3.   REA employs at least 75 employees at its PXT facility, alone (M-18).

4.   The Respondent, at all the times herein mentioned, has been engaged in delivering, transporting, loading, unloading, storing, and warehousing freight of all descriptions, and is engaged in a business affecting commerce (C&A, PTC-55).

5.   In the basement of the   Respondent's PXT Terminal, there is an area known, and hereinafter referred to, as the Circuit Breaker Room, which room has a door bearing the legend, "High Voltage" (M-78, M-133, T-87, W-17).

6.   The Respondent usually kept the doors to the Circuit Breaker Room locked with only two keys available thereto, which keys were in the possession of the Service Center Manager and the Maintenance Foreman (T-129, T-130, W-17).

7.   The Respondent's employees are forbidden to go into the basement, with the exception of the maintenance employees and the Service Center Manager (T-140, T-141).

8.   The maintenance employees are generally instructed to stay out of the Transformer Room and the Circuit Breaker Room (T-141).

9.   On the day of the accident (to wit, July 31, 1971), the floor of the Circuit Breaker Room was in a damp   condition to the knowledge of REA's Service Center Manager (W-48).

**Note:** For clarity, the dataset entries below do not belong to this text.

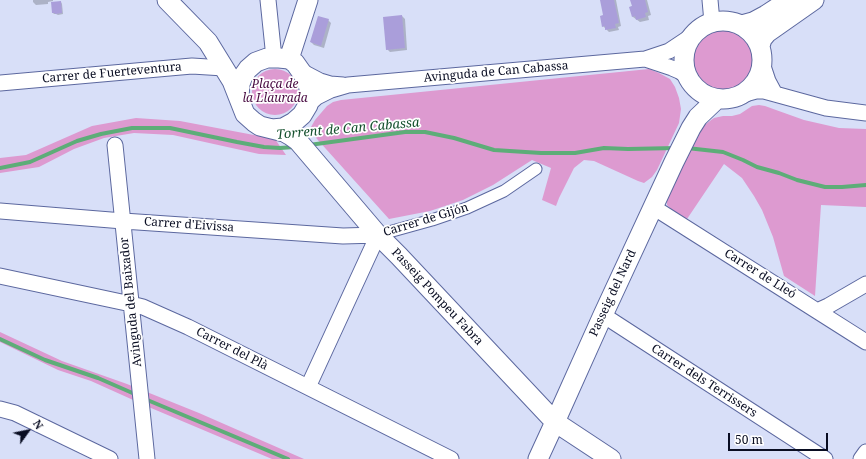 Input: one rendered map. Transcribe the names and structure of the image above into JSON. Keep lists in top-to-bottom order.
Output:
{
  "streets": {
    "street": [
      "Avinguda de Can Cabassa",
      "Carrer de Fuerteventura",
      "Carrer de Gijón",
      "Carrer d'Eivissa",
      "Carrer de Lleó",
      "Passeig del Nard",
      "Passeig Pompeu Fabra",
      "Avinguda del Baixador",
      "Carrer del Plà",
      "Carrer dels Terrissers"
    ]
  },
  "crossings": [
    ["Avinguda de Can Cabassa", "Passeig del Nard"],
    ["Avinguda de Can Cabassa", "Passeig Pompeu Fabra"],
    ["Carrer de Gijón", "Carrer d'Eivissa"],
    ["Carrer de Gijón", "Passeig Pompeu Fabra"],
    ["Carrer de Gijón", "Carrer del Plà"],
    ["Carrer d'Eivissa", "Passeig Pompeu Fabra"],
    ["Carrer d'Eivissa", "Avinguda del Baixador"],
    ["Carrer de Lleó", "Passeig del Nard"],
    ["Passeig del Nard", "Passeig Pompeu Fabra"],
    ["Passeig del Nard", "Carrer dels Terrissers"],
    ["Avinguda del Baixador", "Carrer del Plà"]
  ],
  "water": ["Torrent de Can Cabassa"],
  "parks": ["Plaça de la Llaurada"],
  "scale_bar": "50 m",
  "north": "top right"
} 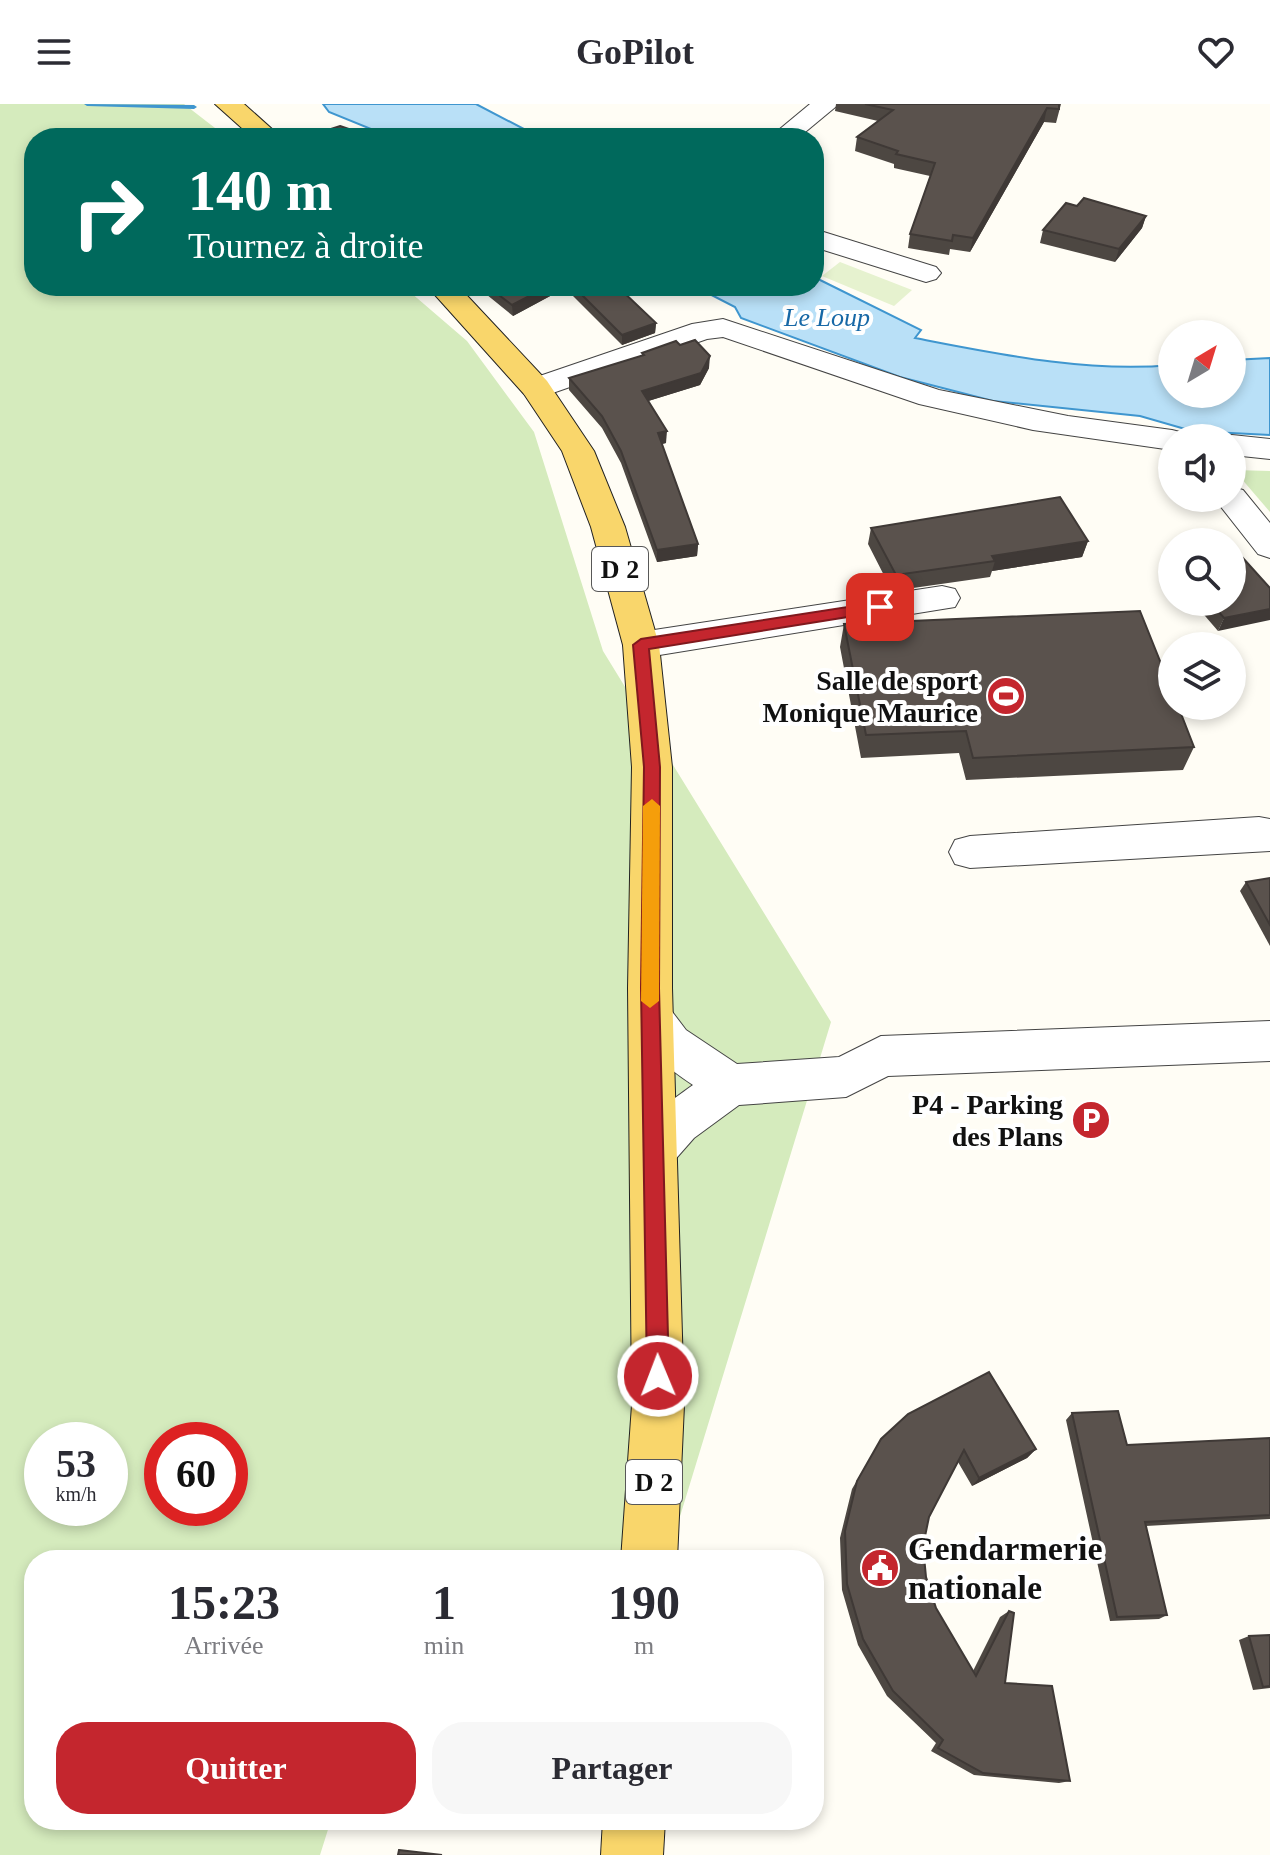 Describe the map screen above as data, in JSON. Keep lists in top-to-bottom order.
{
  "streets": {
    "main road": ["D 2"]
  },
  "water": ["Le Loup"],
  "places": {
    "sports": ["Salle de sport Monique Maurice"],
    "parking": ["P4 - Parking des Plans"],
    "public building": ["Gendarmerie nationale"]
  },
  "north": "top right",
  "page": {
    "header": "GoPilot",
    "turn": ["140 m", "Tournez à droite"],
    "speed": "53 km/h",
    "limit": "60",
    "eta": [
      "15:23",
      "Arrivée",
      "1",
      "min",
      "190",
      "m"
    ],
    "buttons": ["Quitter", "Partager"]
  }
} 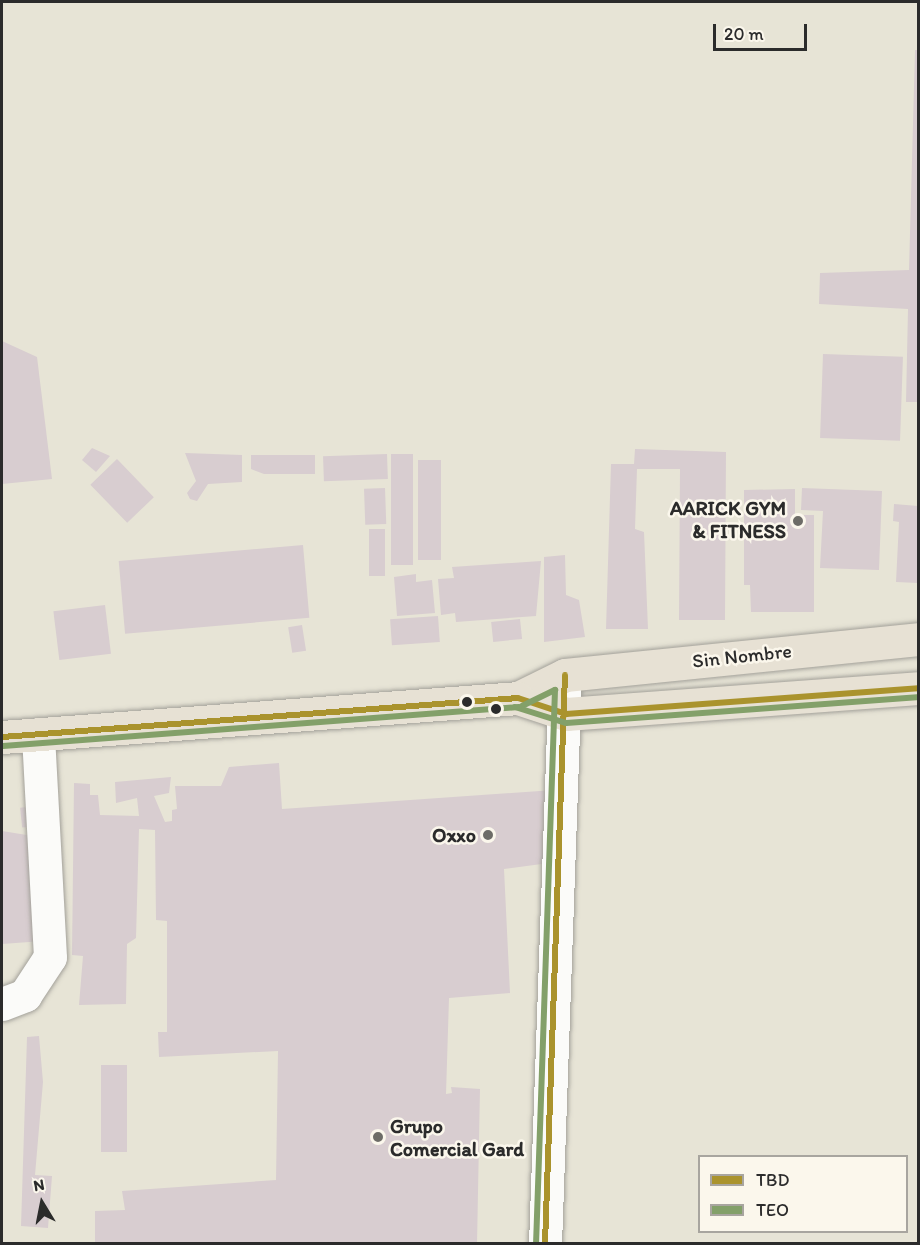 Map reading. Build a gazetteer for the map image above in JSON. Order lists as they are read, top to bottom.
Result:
{
  "streets": {
    "main road": ["Sin Nombre"]
  },
  "places": ["AARICK GYM & FITNESS", "Oxxo", "Grupo Comercial Gard"],
  "lines": ["transit line TBD", "transit line TEO"],
  "legend": ["TBD", "TEO"],
  "scale_bar": "20 m",
  "north": "top"
}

10.   REA's Service Center Manager, Worden, knew that the Circuit Breaker Room contained high voltage, at least in excess of 440 volts, and learned on the day of the accident that the Ciruit Breaker Room contained 15,000 volts of electricity (W-52, W-53).

11.   On July 31, 1971, five of REA's employees,   to wit, Worden, Soccio, Brock, Wilson, and the late Michael Coy, all unqualified as electricians to the knowledge of the Respondent, worked in the Circuit Breaker Room at some time during that day.

12.   On July 31, 1971, Frank Traugott, President of FEC, Inc., an independent electrical contractor, hereinafter referred to as FEC, received two telephone calls from REA (M-23, M-24).   The first telephone call was at approximately 11:00 a.m. (W-6, W-85) FEC, by its employee, Frank Traugott, responded to this call and while at the PXT Terminal, made tests of fuses and checked out several current lines, and then left the premises (W-8, W-88).   During the afternoon of July 31, 1971, at approximately 3:00 P.M., a second telephone call was received from Milton Worden, Service Center Manager of REA, by FEC's employee, Frank Traugott (W-9, W-89).

13.   During the afternoon of July 31, 1971, at least two unqualified employees of REA were working in the Circuit Breaker Room, prior to the arrival of FEC's employee, Frank Traugott (W-91, W-92).

14.   Later in the afternoon, a third employee of REA, Soccio, joined Coy and Brock in the Circuit Breaker Room, all three of whom were unqualified in the field of electricity.   Wilson, also unqualified, had worked in that room some time on the day in question.

15.   The Respondent, REA, did not possess protective   safety equipment such as boots, insulated shoes, rubber gloves, or rubber mats available for employees' use in the Circuit Breaker Room (T-55, T-137).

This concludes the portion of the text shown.